Syrian-Canadian writer and journalist Abdulrahman Matar was one of 16 professional writers living in exile in Canada who contributed to The Uncaged Voice, a collective book recently launched by Cormorant Books in Toronto, Canada. The Uncaged Voice book project was supported by PEN Canada and includes the stories of 16 writers from many countries in which they talk about their personal experiences as authors and journalists in their homelands, including the tyranny and oppression they faced in their personal struggles for freedom of expression. Although each of their stories is unique, they all share a common vision of the issues of freedom, justice, and truth.

Although there are many Syrians currently living in Canada who arrived there as refugees, Matar is the only one whose story is covered in The Uncaged Voice. He is currently vice president of the Syrian Writers Association and an editorial advisor for Awraq magazine. Matar has also published five books of poetry as well as stories and novels. While living in Syria, he was arrested five times and spent a total of almost 10 years in prison due to his writings. His novel Wild Mirage was written from inside a cell and talks about his experience in an Assad regime prison. As proof that his writing has been far better received in Canada than it was in Syria, Matar was also chosen to be the winner of the Commitment to the Arts Award – Toronto 2021.


Abdulrahman Matar
Matar, whose chapter in the book is entitled “The Road to Freedom: Detention, Fear, and Displacement” was also in attendance. His story is one of political detention, torture, security prosecutions, and confiscation of freedom of expression, not only by the Assad regime and some terrorist organizations in Syria but also of restrictions imposed in various countries of displacement and exile before arriving in Canada.

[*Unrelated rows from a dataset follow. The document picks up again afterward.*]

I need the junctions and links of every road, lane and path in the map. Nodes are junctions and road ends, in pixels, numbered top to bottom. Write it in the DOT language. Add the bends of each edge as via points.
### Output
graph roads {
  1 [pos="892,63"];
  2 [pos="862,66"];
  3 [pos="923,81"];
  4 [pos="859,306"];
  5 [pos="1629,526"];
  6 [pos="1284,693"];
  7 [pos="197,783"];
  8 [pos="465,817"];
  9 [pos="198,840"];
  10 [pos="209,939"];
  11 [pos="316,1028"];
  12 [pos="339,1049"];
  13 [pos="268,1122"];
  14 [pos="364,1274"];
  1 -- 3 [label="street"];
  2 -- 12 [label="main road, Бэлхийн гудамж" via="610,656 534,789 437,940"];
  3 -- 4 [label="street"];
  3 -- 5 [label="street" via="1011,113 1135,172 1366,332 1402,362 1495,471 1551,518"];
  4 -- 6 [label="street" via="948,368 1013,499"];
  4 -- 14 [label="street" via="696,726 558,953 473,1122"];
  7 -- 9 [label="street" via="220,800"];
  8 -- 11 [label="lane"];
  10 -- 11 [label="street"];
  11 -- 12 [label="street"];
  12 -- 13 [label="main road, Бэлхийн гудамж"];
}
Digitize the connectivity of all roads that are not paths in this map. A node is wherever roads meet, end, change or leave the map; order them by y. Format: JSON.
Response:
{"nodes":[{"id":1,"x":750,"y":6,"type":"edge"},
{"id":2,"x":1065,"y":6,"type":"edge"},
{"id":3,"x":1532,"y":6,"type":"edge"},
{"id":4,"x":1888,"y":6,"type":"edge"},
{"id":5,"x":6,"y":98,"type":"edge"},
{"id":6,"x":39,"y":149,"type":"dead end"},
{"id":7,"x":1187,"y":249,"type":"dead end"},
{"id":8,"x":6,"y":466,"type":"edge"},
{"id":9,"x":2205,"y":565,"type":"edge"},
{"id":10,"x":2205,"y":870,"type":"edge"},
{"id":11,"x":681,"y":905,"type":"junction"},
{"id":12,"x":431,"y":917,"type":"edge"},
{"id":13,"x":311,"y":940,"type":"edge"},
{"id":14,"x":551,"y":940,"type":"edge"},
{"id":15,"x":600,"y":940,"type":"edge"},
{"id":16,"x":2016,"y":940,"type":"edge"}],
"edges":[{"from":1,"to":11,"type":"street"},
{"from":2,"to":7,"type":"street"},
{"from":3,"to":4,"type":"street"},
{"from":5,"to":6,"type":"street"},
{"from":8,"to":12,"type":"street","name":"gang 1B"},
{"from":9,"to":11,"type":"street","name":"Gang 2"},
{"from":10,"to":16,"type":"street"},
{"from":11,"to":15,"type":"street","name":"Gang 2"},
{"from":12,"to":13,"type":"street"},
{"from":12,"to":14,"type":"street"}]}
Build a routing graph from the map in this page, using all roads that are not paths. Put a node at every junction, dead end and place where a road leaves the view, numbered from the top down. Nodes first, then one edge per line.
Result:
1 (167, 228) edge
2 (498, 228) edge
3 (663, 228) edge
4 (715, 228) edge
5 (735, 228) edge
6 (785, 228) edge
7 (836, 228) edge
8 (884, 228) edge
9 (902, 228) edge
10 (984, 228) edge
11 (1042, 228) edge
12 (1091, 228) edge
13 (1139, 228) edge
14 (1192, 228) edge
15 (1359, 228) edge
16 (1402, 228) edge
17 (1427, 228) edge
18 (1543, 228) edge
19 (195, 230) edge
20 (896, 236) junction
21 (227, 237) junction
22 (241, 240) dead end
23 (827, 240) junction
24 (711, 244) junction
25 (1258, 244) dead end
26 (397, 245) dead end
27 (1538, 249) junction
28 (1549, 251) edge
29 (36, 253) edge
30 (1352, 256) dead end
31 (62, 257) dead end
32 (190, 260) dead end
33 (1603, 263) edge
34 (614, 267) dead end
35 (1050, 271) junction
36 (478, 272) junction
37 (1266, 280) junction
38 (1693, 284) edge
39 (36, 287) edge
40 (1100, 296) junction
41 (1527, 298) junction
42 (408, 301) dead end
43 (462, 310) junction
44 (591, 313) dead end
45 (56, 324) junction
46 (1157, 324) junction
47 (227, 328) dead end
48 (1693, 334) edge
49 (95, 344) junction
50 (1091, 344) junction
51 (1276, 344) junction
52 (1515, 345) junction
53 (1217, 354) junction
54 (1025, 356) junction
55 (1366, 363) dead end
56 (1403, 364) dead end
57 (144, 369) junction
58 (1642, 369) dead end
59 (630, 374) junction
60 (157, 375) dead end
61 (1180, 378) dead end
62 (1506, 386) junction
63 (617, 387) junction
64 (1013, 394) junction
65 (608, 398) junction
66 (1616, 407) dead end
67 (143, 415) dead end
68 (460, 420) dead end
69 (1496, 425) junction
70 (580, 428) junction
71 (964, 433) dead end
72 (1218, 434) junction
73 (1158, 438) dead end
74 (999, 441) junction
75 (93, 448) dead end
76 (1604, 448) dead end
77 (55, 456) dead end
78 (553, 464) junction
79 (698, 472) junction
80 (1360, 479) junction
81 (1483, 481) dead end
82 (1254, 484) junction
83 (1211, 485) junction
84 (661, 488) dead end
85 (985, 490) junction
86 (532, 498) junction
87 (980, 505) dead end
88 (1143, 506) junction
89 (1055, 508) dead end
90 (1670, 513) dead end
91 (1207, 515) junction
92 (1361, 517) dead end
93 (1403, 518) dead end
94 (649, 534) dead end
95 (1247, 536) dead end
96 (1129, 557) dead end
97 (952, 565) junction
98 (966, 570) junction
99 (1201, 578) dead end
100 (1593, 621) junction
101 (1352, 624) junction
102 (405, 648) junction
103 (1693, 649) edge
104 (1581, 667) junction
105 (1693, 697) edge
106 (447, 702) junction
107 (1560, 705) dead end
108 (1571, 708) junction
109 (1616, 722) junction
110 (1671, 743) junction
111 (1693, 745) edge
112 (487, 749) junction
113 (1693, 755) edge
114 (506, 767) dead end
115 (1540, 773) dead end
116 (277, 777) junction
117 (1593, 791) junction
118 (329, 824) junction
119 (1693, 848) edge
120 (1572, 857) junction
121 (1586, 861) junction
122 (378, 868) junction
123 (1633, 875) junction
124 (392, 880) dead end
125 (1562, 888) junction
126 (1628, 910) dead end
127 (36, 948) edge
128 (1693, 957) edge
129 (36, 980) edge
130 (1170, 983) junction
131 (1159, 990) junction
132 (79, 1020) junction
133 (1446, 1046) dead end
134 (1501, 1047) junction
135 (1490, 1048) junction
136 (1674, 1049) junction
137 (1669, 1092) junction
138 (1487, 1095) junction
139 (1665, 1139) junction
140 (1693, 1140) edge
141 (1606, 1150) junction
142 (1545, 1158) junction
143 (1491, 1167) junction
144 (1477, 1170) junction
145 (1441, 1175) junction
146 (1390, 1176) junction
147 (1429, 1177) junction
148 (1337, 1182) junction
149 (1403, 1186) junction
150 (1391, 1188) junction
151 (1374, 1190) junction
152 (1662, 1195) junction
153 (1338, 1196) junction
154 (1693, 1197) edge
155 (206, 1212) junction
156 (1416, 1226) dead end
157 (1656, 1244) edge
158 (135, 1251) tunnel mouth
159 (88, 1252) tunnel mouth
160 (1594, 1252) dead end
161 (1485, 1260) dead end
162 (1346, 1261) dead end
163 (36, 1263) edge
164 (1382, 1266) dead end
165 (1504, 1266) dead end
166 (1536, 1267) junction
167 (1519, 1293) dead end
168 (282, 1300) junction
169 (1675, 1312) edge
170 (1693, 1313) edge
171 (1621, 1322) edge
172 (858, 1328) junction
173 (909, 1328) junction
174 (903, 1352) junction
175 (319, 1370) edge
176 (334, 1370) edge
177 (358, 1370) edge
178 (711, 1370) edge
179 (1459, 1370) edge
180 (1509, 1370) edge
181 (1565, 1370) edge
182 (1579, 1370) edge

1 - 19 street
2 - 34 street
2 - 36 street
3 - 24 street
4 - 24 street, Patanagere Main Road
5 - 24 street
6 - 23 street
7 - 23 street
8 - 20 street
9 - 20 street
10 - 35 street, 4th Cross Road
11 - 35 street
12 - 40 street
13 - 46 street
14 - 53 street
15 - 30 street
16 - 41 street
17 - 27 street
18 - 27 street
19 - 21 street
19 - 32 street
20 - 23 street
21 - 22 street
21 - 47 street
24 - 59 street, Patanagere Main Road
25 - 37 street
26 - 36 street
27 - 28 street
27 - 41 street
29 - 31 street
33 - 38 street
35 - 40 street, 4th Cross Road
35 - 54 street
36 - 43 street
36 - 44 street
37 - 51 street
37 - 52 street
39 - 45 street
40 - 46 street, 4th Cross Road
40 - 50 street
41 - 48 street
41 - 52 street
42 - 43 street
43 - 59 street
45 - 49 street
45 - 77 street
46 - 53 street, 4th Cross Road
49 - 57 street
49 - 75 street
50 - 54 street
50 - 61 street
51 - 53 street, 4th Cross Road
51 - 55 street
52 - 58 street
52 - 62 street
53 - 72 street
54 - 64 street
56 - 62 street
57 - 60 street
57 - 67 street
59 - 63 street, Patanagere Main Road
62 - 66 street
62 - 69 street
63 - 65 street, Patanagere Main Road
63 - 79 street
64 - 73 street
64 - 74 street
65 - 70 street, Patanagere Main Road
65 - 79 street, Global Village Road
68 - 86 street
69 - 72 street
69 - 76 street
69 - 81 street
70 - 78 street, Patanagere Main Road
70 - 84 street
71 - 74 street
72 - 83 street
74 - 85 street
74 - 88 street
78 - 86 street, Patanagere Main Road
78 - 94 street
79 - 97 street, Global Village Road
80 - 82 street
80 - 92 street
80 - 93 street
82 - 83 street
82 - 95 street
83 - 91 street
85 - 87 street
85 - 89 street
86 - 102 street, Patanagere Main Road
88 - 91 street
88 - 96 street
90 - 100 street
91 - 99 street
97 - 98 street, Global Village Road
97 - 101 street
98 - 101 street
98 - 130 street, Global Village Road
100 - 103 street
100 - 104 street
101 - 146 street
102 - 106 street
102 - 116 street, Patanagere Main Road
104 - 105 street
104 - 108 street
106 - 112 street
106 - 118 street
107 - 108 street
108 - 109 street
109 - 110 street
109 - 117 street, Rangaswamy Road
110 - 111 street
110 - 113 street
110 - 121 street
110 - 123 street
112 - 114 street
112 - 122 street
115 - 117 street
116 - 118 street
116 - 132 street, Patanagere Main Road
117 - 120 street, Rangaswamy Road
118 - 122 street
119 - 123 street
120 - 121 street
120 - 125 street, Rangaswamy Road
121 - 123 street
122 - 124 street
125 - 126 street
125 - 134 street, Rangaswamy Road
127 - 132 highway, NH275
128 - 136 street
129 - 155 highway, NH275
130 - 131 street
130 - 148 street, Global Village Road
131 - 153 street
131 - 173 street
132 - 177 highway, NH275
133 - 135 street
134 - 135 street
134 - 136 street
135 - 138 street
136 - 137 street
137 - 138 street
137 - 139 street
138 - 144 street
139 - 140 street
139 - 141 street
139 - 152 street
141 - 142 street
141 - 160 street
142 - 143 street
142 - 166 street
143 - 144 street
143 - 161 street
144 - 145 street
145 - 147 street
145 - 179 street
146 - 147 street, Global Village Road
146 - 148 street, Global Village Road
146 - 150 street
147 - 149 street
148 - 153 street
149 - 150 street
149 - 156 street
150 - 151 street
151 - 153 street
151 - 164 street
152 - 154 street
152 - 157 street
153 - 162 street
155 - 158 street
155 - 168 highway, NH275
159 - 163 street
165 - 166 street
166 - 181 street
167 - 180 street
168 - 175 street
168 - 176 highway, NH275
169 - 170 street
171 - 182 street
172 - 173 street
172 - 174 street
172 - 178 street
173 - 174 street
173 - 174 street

In commenting about the book, Matar says: “This is a book of crossing over again into another life, after years of detention and asylum. In a new language, and a new homeland, its pages open the windows of writing to an unlimited horizon of freedom of expression. It is the rain of letters, which waters our thirsty souls and takes us to where others can listen to our voices… to touch the fires of the soul… our pains. To know our stories and to participate with us in creating the hope and future that we aspire to: Without prison cells, without torture, freedom without restrictions, until the end of the last dictatorship in the world […]. It is a book of our shared stories, so it is the light that illuminates the darkness of exile for us.”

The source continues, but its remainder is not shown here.